Richard Harris

Award-winning journalist Richard Harris reports on science issues for NPR's newsmagazines Morning Edition, All Things Considered, and Weekend Edition.

Harris, who joined NPR in 1986, has traveled to the ends of the earth for NPR. His reports have originated from Timbuktu, the South Pole, the Galapagos Islands, Beijing during the SARS epidemic, the center of Greenland, the Amazon rain forest and the foot of Mt. Kilimanjaro (for a story about tuberculosis).

In 2010, Harris’ reporting uncovered that the blown-out BP oil well in the Gulf of Mexico was spewing out far more oil than asserted in the official estimates.
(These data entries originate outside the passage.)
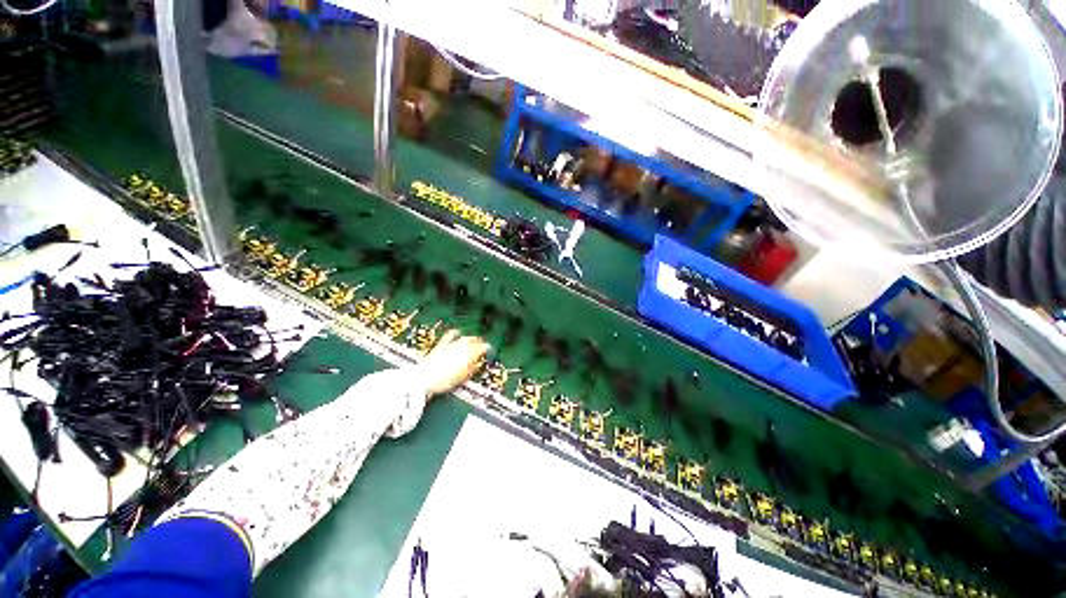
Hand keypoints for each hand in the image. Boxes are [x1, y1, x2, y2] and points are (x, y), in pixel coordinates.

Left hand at [420, 329, 489, 396]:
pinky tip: (457, 332)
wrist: (424, 378)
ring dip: (471, 339)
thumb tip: (477, 363)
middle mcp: (461, 345)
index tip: (489, 351)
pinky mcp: (441, 344)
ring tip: (473, 341)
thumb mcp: (463, 378)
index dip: (488, 349)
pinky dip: (456, 333)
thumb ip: (472, 368)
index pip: (483, 347)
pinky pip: (451, 335)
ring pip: (465, 337)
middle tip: (482, 346)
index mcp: (469, 353)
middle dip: (479, 343)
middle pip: (475, 340)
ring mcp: (451, 343)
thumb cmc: (443, 380)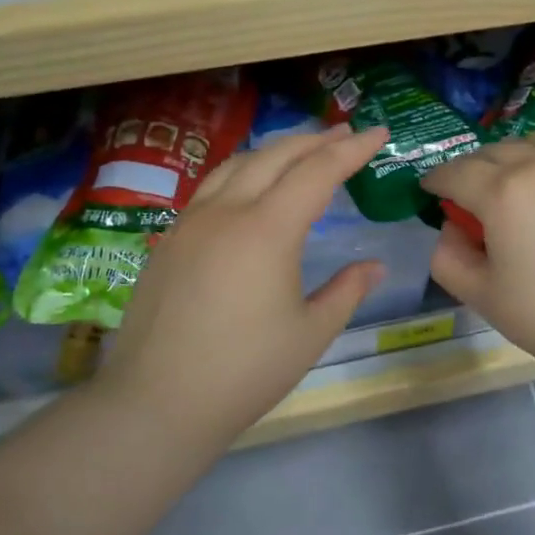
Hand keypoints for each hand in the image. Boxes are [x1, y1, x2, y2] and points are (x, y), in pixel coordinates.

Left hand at [96, 125, 390, 437]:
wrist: (156, 402)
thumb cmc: (244, 372)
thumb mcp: (310, 334)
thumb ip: (346, 292)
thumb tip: (374, 267)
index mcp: (268, 230)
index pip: (318, 172)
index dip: (352, 149)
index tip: (379, 132)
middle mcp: (227, 211)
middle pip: (276, 156)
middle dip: (315, 140)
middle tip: (345, 134)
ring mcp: (191, 222)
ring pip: (238, 164)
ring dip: (276, 151)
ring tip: (301, 153)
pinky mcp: (169, 239)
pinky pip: (212, 186)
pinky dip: (243, 172)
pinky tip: (250, 188)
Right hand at [421, 135, 534, 396]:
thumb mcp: (481, 295)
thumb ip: (448, 256)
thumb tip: (452, 227)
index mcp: (502, 191)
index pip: (455, 172)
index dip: (437, 180)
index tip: (431, 190)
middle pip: (496, 151)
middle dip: (475, 167)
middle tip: (472, 192)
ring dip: (518, 158)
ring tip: (519, 183)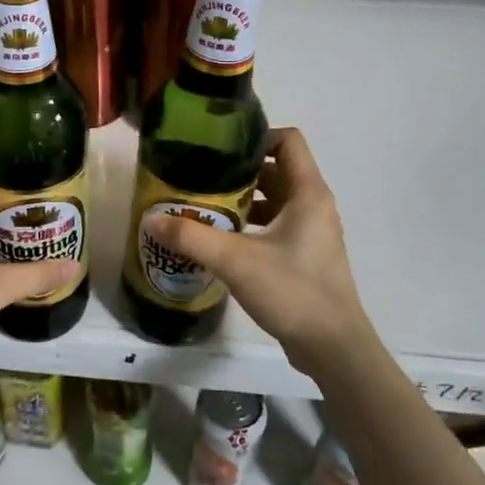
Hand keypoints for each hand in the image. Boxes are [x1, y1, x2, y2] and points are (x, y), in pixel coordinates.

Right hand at [143, 128, 376, 377]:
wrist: (334, 348)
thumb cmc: (293, 291)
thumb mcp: (236, 261)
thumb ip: (191, 238)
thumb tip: (151, 219)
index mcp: (308, 192)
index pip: (288, 140)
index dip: (256, 137)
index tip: (219, 150)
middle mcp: (314, 205)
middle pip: (276, 170)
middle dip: (238, 172)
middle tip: (200, 178)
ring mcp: (312, 232)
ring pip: (274, 200)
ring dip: (242, 201)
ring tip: (204, 208)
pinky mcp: (306, 256)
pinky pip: (276, 226)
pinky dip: (251, 226)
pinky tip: (221, 242)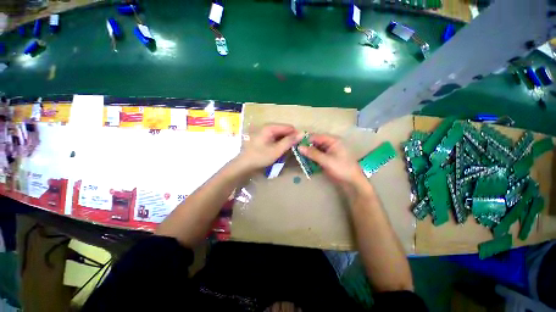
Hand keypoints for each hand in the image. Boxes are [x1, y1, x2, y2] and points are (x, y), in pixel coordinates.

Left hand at [236, 124, 299, 171]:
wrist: (244, 165)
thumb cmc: (260, 157)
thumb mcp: (276, 150)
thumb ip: (289, 141)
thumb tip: (302, 133)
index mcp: (270, 127)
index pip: (288, 127)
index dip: (295, 135)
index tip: (300, 144)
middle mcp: (267, 127)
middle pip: (284, 130)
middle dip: (290, 138)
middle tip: (294, 149)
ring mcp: (265, 133)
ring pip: (280, 135)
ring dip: (285, 141)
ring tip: (288, 151)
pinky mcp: (264, 138)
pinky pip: (275, 138)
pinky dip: (280, 143)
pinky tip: (280, 150)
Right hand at [299, 134, 365, 187]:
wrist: (352, 182)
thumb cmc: (341, 168)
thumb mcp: (326, 160)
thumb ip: (312, 153)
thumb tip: (299, 147)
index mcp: (333, 140)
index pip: (317, 136)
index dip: (306, 139)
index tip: (296, 143)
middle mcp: (331, 144)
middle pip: (316, 142)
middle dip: (306, 146)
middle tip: (296, 151)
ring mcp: (329, 151)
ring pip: (316, 149)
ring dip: (308, 153)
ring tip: (299, 156)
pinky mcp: (328, 158)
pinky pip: (318, 155)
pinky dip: (312, 158)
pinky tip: (306, 161)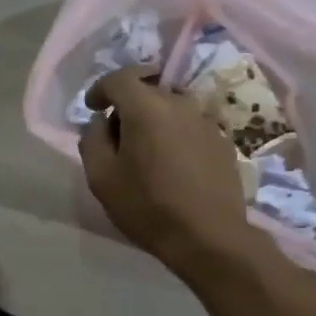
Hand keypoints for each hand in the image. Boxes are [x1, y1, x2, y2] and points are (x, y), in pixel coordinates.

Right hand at [78, 67, 258, 276]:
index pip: (120, 78)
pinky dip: (175, 137)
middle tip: (116, 138)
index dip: (101, 89)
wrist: (209, 237)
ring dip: (153, 122)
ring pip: (171, 110)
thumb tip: (100, 123)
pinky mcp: (223, 142)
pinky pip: (190, 128)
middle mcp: (180, 104)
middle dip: (127, 107)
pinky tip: (172, 167)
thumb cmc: (147, 206)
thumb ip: (92, 140)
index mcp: (147, 108)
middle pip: (147, 91)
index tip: (93, 108)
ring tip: (146, 154)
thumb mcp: (101, 177)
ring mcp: (206, 122)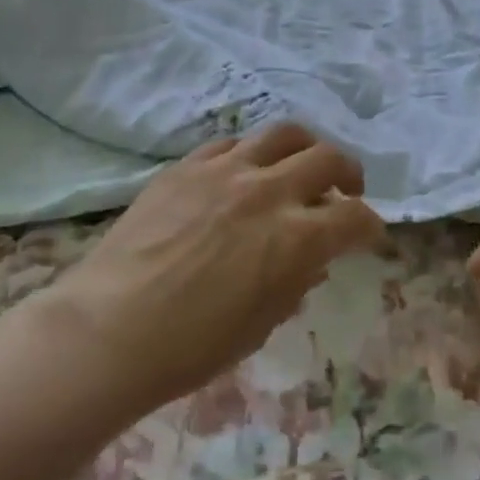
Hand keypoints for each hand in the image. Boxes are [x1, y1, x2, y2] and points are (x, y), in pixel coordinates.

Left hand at [44, 123, 384, 419]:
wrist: (109, 328)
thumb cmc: (192, 346)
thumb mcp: (261, 323)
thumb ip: (296, 283)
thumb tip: (313, 260)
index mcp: (297, 238)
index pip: (355, 217)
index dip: (370, 225)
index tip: (368, 234)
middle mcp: (270, 191)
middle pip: (328, 159)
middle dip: (349, 174)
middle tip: (345, 190)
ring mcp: (227, 170)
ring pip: (285, 133)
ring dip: (305, 148)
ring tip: (301, 165)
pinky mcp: (189, 165)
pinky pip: (233, 143)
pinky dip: (252, 155)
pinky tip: (245, 172)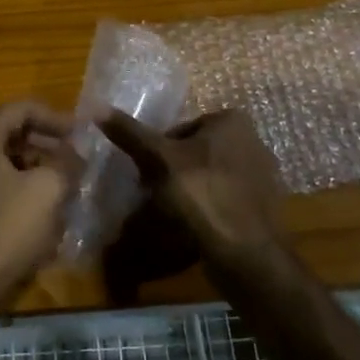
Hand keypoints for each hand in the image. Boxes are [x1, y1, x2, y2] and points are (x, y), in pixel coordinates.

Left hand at [0, 100, 82, 315]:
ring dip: (33, 162)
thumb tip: (77, 153)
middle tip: (73, 155)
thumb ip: (67, 162)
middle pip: (9, 130)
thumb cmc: (9, 227)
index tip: (81, 132)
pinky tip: (39, 201)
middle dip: (45, 140)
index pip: (21, 109)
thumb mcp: (49, 189)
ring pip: (1, 156)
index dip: (55, 117)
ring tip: (62, 178)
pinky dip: (17, 181)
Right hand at [97, 109, 287, 270]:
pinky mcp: (263, 204)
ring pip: (209, 175)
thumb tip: (96, 107)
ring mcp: (262, 174)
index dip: (158, 151)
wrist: (243, 252)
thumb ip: (131, 133)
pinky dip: (208, 207)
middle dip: (174, 170)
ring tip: (172, 213)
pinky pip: (225, 197)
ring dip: (189, 190)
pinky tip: (195, 226)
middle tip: (155, 194)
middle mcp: (253, 140)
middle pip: (195, 152)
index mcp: (232, 121)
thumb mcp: (159, 159)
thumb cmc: (200, 193)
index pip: (180, 129)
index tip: (146, 174)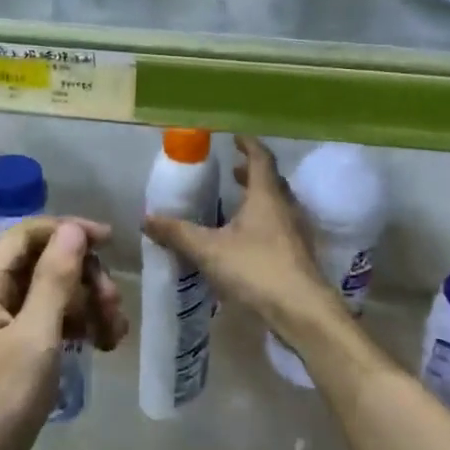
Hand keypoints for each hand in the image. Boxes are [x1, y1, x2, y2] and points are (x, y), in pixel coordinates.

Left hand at [0, 219, 126, 449]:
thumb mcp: (34, 338)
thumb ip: (55, 279)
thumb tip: (73, 228)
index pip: (26, 236)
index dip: (68, 232)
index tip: (110, 243)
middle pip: (41, 266)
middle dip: (83, 279)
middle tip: (114, 307)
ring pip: (48, 297)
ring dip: (84, 306)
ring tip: (114, 334)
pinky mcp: (9, 356)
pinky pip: (46, 325)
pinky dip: (73, 329)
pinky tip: (99, 345)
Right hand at [142, 136, 337, 345]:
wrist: (302, 311)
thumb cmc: (256, 269)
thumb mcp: (209, 250)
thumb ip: (178, 233)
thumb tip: (147, 218)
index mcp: (266, 196)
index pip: (261, 159)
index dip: (248, 145)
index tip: (235, 137)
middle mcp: (286, 208)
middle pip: (272, 182)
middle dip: (252, 174)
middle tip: (233, 172)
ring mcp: (297, 233)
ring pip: (278, 206)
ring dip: (259, 199)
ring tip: (236, 205)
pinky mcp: (300, 256)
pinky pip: (281, 228)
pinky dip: (264, 223)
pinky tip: (247, 241)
He covered the United Nations climate negotiations, starting with the Earth Summit in Rio de Janeiro in 1992, followed by Kyoto in 1997 and Copenhagen in 2009. Harris was a major contributor to NPR’s award-winning 2007-2008 “Climate Connections” series.

Over the course of his career, Harris has been the recipient of many of the journalism and science industries’ most prestigious awards. The University of California at Santa Cruz awarded Harris the 2010-11 Alumni Achievement Award – the school’s highest honor. In 2002, Harris was elected an honorary member of Sigma Xi, the scientific research society. Harris shared a 1995 Peabody Award for investigative reporting on NPR about the tobacco industry.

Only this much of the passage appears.